Acquérir ou offrir un troupeau d’escargots dont on suivra pendant cinq mois la lente croissance par Internet avant de les retrouver, tout cuits, dans son assiette, tel est le concept original que proposent des éleveurs de l’Est de la France.
« Offrir un cheptel de bêtes à cornes, ça fait rêver », explique très sérieusement Daniel Petit, 70 ans, qui élève des gastéropodes depuis 1992 avec ses deux fils, Denis, 39 ans, et Didier, 47 ans. À raison de 1,2 million d’escargots par an, l’exploitation familiale « La Fontaine de Bernn », située à Bernon, aux confins de la Champagne et de la Bourgogne, fournit nombre de restaurateurs de prestige, dont le Georges V à Paris, et exporte à Londres, Tokyo et Stockholm. Elle vise désormais une clientèle audacieuse, les « internautes gastronomes », leur proposant, pour quelques dizaines d’euros, de devenir les heureux propriétaires de 120 escargots de la race Hélix Aspersa Maxima, plus connus sous le nom de « gros gris », ou d’en faire profiter un ami.

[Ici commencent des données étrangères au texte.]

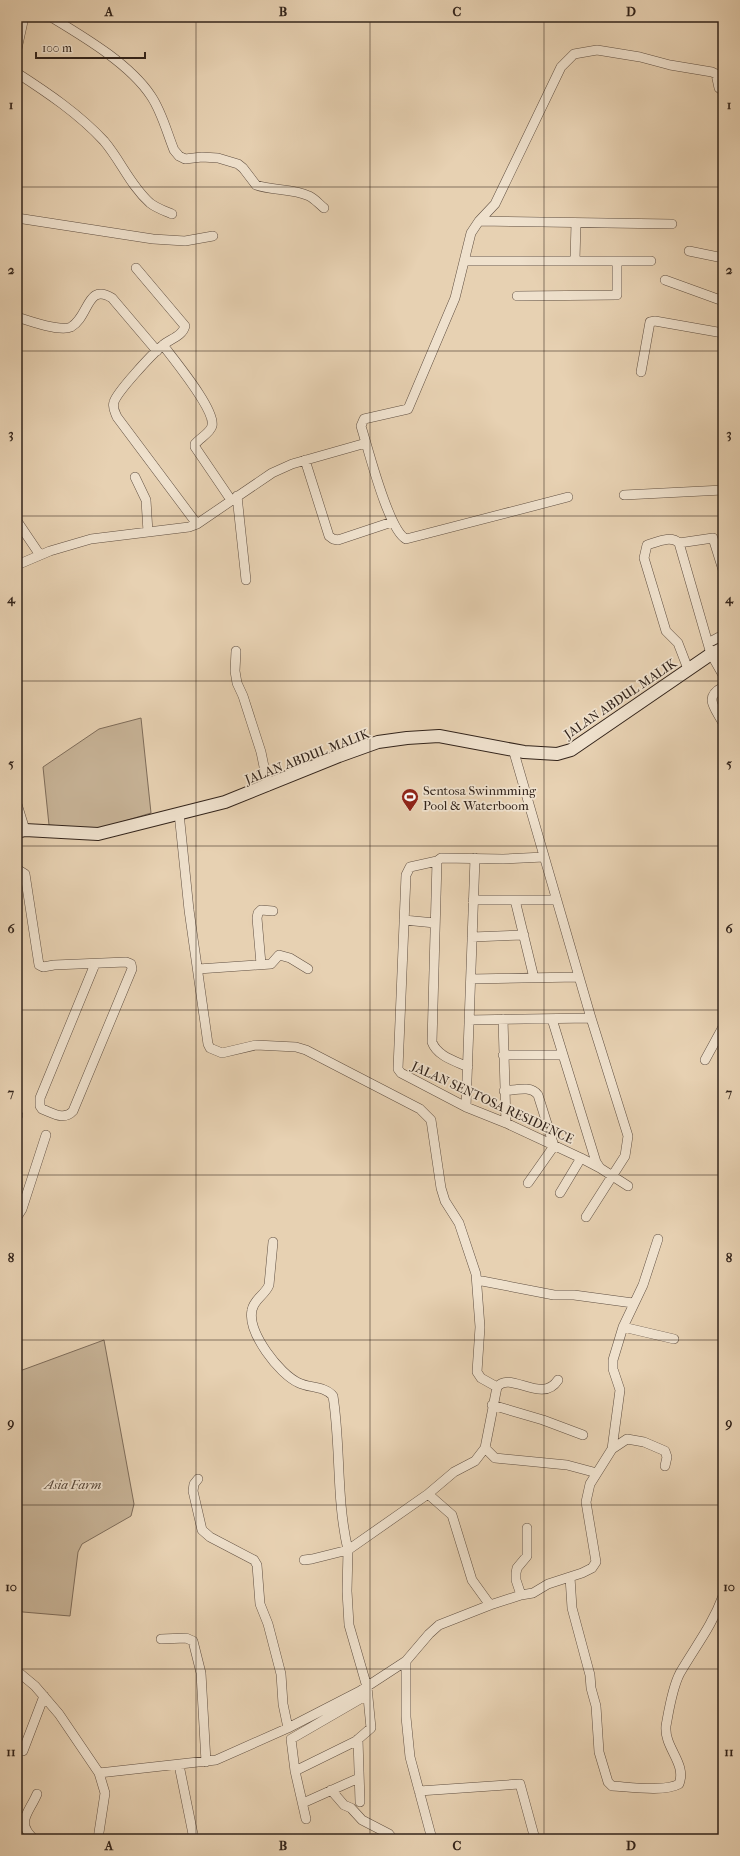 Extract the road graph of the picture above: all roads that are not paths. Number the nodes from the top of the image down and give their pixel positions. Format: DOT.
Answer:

Grâce à des webcams braquées sur les gastéropodes et un site Internet (www.escargot.fr) décliné en versions française, anglaise et japonaise, le cyber-éleveur, muni d’un titre de propriété, peut suivre, de mai à octobre, la maturation de ses petits protégés. Il est même invité, s’il le souhaite, à se rendre compte, sur place, du soin qui leur est apporté.
Ces derniers, nourris aux céréales (« Si on leur donne de la salade, c’est comme les humains, ils ne grossissent pas », selon Daniel Petit), grandissent paisiblement, en plein air, sur une pelouse arrosée une fois par jour. Chaque enclos de 300 mètres carrés abrite 100 000 d’entre eux, dont 20 % ne survivront pourtant pas, attaqués par les oiseaux ou vaincus par le stress. « Quand ils sont “bordés”, c’est-à-dire quand ils ont un petit bourrelet sur les côtés, alors on peut les ramasser à la main », précise l’exploitant.
La suite est moins drôle : endormis dans une chambre réfrigérée puis ébouillantés et sortis de leur coquille, ils passent, pour finir, au court-bouillon. C’est alors que le cyber-éleveur redevient gourmet, quand il reçoit chez lui, fin octobre, cinq douzaines d’escargots prêts à déguster.
La formule, lancée il y a un an, avait alors attiré une petite centaine de curieux. Une façon, peut-être, d’enrayer la concurrence des pays de l’Est, de plus en plus nombreux à exporter en France des escargots estampillés « de Bourgogne », produits à un coût bien moins élevé. « C’est vrai que le marché de l’escargot se porte bien, la consommation reste stable, voire se développe, mais nos escargots sont trois fois plus chers que ceux d’Europe de l’Est », note Daniel Petit.
Les héliciculteurs misent aussi sur les internautes étrangers, de plus en plus friands de ce plaisir haut de gamme, symbole culinaire de la France au même titre que les grenouilles ou la baguette. « Les Japonais raffolent des escargots, les Chinois aussi, et même les Allemands qui, au départ, ne voulaient pas en entendre parler », raconte Denis Petit, qui rappelle toutefois que la France reste le premier consommateur mondial de ces bêtes à cornes, avec 40 000 tonnes ingurgitées chaque année.